OBJECTIVE: To develop and validate a multimodal deep learning model that predicts treatment responses to intravitreal anti-vascular endothelial growth factor (anti-VEGF) injections in patients with diabetic macular oedema (DMO) by combining optical coherence tomography images and clinical data.

METHODS: This study included 107 DMO patients who received three consecutive anti-VEGF treatments. Model performance was evaluated using area under the receiver operating characteristic curve (AUROC), accuracy, sensitivity, and specificity. The model's predictions were compared with those of retinal specialists.

RESULTS: Among 107 patients, 65 showed good response and 42 showed poor response to treatment. The multimodal model achieved an AUROC of 0.962 (95% CI, 0.945-0.979), accuracy of 0.953 (95% CI, 0.933-0.973), sensitivity of 0.969 (95% CI, 0.951-0.987), and specificity of 0.928 (95% CI, 0.903-0.953) in the internal validation. The model outperformed retinal specialists, who achieved accuracies ranging from 0.571 to 0.857.

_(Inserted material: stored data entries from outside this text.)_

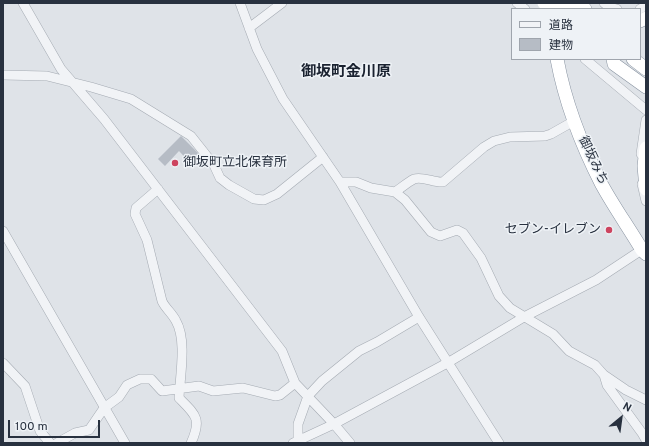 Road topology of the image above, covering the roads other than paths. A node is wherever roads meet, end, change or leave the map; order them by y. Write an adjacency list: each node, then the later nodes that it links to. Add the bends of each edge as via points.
1 (23, 3): 18 (street, via 61,69)
2 (240, 3): 8 (street)
3 (282, 3): 8 (street)
4 (559, 3): 6 (highway)
5 (604, 3): 7 (street)
6 (574, 6)
7 (613, 8)
8 (249, 28): 24 (street, via 283,99)
9 (557, 60): 22 (highway, 御坂みち)
10 (566, 60): 31 (highway, 御坂みち, via 582,120 596,154)
11 (586, 60): 20 (street)
12 (613, 60): 19 (highway, via 614,64)
13 (618, 60): 17 (highway)
14 (634, 60): 15 (highway)
15 (646, 69)
16 (3, 75): 18 (street, via 47,76)
17 (646, 81)
18 (75, 83): 24 (street, via 131,99 172,123 191,136 214,165 220,178 254,199 264,200 277,194); 26 (street)
19 (646, 88)
20 (646, 110)
21 (646, 120): 29 (street, via 640,174)
22 (574, 121): 28 (street, via 545,136 510,137 494,141 443,182 414,179); 31 (highway, 御坂みち, via 603,186)
23 (646, 148): 27 (highway)
24 (323, 157): 25 (street)
25 (340, 182): 28 (street, via 356,182 371,188); 32 (street)
26 (158, 189): 37 (street, via 282,351); 38 (street, via 136,208 135,214 147,240 162,300 180,329 182,340)
27 (646, 189)
28 (395, 192): 33 (street, via 405,200 431,232 440,236 457,230 463,233 482,258 499,296 510,308)
29 (646, 201)
30 (3, 231): 41 (street)
31 (645, 248): 33 (street, via 596,280)
32 (419, 317): 34 (street); 39 (street, via 359,351)
33 (524, 317): 34 (street); 36 (street, via 553,334 569,351 595,365)
34 (449, 362): 42 (street); 50 (street)
35 (3, 363): 45 (street, via 24,386 40,431)
36 (604, 375): 40 (street); 43 (street, via 607,385)
37 (295, 382): 38 (street, via 280,395 275,396 243,388 213,391 199,386); 39 (street)
38 (179, 389): 41 (street, via 162,391 151,379 140,378 128,385 119,397); 48 (street, via 179,398 195,414 196,432)
39 (308, 396): 42 (street); 44 (street, via 298,424)
40 (646, 400)
41 (104, 408): 46 (street, via 89,430 75,433); 47 (street)
42 (334, 424): 44 (street); 49 (street)
43 (646, 440)
44 (296, 442)
45 (50, 443)
46 (56, 443)
47 (125, 443)
48 (191, 443)
49 (350, 443)
50 (499, 443) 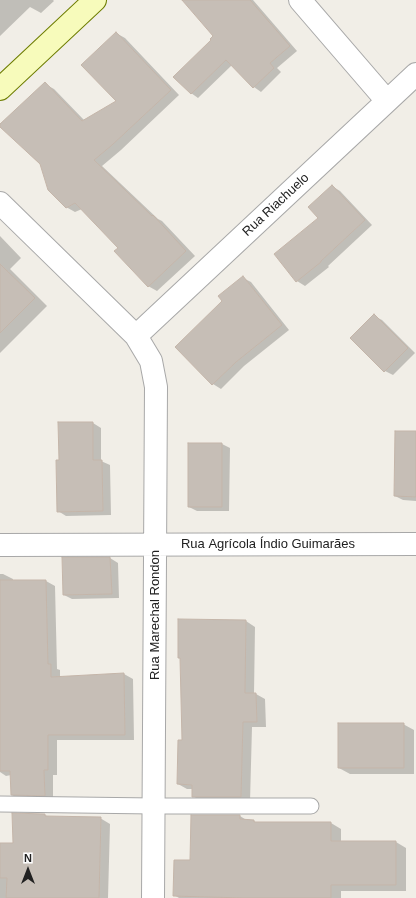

CONCLUSION: The multimodal deep learning model demonstrated high accuracy in predicting anti-VEGF treatment responses in DMO patients. This approach could enable more personalised treatment strategies and optimal resource utilisation in ophthalmological care. Further validation with larger, multicentre datasets is warranted to confirm its clinical utility.

PMID:42092039 | DOI:10.1038/s41433-026-04505-1